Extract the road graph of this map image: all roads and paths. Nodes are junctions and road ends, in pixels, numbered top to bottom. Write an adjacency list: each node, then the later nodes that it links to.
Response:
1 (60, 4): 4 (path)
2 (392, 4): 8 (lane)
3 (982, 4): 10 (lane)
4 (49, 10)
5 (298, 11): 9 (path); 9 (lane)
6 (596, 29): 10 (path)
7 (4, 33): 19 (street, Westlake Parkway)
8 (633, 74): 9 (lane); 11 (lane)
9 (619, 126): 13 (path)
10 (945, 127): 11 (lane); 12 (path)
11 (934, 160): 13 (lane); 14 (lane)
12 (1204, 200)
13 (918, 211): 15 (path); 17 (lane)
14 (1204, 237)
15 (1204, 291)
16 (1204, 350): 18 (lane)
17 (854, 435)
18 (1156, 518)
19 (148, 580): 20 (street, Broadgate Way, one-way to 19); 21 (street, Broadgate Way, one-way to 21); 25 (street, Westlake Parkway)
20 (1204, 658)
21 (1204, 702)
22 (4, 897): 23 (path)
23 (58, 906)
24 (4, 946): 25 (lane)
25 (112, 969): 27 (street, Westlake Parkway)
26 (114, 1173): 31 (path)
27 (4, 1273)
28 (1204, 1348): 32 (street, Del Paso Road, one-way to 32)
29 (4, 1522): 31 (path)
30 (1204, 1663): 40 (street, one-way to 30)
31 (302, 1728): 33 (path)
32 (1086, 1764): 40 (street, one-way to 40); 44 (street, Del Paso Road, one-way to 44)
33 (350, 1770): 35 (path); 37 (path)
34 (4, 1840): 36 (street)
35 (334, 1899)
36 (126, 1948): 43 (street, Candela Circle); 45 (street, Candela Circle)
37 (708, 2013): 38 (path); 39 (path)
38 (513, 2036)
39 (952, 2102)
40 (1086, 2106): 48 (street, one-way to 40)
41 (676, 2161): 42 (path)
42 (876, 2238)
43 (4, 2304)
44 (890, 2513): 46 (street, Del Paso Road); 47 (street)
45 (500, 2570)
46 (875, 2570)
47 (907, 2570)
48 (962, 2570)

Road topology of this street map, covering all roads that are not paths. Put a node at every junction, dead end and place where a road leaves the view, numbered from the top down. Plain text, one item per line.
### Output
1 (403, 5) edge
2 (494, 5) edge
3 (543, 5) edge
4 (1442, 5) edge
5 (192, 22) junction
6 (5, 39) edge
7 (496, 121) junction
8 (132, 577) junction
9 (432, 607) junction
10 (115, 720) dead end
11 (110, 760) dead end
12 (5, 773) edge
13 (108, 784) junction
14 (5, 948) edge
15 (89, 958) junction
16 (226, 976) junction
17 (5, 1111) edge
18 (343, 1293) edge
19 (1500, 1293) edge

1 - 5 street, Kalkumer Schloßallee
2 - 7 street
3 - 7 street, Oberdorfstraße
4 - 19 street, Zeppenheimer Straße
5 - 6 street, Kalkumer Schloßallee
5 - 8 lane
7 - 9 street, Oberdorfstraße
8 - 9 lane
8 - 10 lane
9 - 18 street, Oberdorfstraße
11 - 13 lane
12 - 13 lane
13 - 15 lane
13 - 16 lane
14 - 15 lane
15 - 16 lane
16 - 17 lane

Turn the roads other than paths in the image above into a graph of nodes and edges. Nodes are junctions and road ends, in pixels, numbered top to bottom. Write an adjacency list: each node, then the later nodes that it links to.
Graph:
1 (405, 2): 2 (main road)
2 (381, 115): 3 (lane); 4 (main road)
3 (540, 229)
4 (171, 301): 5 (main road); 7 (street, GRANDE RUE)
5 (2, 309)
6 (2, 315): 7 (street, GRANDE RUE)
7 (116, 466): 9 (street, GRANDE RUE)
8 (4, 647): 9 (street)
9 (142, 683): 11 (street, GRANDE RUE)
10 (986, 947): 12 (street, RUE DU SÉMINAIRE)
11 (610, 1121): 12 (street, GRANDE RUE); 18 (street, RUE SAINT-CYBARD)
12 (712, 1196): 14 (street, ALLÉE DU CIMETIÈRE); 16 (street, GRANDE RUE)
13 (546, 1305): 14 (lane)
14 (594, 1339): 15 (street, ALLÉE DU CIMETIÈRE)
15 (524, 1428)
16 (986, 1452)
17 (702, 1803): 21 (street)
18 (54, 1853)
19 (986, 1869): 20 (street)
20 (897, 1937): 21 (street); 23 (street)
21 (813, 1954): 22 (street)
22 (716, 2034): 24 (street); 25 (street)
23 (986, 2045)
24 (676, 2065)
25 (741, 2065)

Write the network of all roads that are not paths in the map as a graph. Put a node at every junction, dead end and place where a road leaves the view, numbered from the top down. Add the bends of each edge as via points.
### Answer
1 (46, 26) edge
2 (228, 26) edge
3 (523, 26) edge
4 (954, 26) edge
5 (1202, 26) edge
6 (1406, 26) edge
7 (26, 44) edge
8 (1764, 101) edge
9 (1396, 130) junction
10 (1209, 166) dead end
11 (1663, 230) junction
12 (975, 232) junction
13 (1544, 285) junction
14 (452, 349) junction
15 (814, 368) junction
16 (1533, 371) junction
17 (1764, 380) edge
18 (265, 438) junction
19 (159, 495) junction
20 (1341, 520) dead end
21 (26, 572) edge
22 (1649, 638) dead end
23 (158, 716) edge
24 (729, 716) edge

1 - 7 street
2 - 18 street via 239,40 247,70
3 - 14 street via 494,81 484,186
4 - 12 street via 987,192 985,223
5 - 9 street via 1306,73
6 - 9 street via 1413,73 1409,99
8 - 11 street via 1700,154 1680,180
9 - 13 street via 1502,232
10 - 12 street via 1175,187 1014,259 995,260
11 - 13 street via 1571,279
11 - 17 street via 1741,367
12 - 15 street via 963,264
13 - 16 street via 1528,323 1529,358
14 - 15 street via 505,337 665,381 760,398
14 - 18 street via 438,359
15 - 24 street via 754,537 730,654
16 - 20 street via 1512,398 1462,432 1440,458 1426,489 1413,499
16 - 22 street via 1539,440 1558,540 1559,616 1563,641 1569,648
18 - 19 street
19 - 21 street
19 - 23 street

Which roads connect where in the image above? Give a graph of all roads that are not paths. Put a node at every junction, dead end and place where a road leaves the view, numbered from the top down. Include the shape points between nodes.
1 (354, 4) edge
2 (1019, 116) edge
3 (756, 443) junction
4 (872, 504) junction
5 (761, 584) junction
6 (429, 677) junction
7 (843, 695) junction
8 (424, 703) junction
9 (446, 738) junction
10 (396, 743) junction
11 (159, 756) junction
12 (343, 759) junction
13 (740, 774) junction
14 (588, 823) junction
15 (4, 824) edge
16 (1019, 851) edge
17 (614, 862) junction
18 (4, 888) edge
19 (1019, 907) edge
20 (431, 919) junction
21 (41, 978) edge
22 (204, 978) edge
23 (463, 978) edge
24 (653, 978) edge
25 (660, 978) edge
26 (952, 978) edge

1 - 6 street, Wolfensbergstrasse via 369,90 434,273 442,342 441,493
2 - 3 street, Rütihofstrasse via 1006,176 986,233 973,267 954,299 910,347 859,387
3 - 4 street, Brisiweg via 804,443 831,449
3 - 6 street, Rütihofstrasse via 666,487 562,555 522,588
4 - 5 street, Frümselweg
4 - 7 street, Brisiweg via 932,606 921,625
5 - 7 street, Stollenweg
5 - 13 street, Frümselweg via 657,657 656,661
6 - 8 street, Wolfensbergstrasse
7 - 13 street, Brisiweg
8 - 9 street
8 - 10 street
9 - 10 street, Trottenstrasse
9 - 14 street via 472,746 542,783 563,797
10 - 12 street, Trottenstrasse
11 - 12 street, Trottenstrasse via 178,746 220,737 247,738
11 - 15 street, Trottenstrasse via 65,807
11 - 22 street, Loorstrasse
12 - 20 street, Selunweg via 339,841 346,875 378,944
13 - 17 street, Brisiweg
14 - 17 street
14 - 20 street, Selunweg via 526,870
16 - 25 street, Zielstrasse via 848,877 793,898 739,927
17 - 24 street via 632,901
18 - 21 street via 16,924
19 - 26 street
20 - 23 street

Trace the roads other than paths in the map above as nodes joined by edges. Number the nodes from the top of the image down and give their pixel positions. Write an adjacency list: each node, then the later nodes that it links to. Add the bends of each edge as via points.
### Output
************
TASK TO CARRY OUT:
In the records, which lines use the word "this"? Report them.

ANSWER FOR THE TASK:
Extract the road graph of this map image: all roads and paths. Nodes are junctions and road ends, in pixels, numbered top to bottom. Write an adjacency list: each node, then the later nodes that it links to.
Road topology of this street map, covering all roads that are not paths. Put a node at every junction, dead end and place where a road leaves the view, numbered from the top down. Plain text, one item per line.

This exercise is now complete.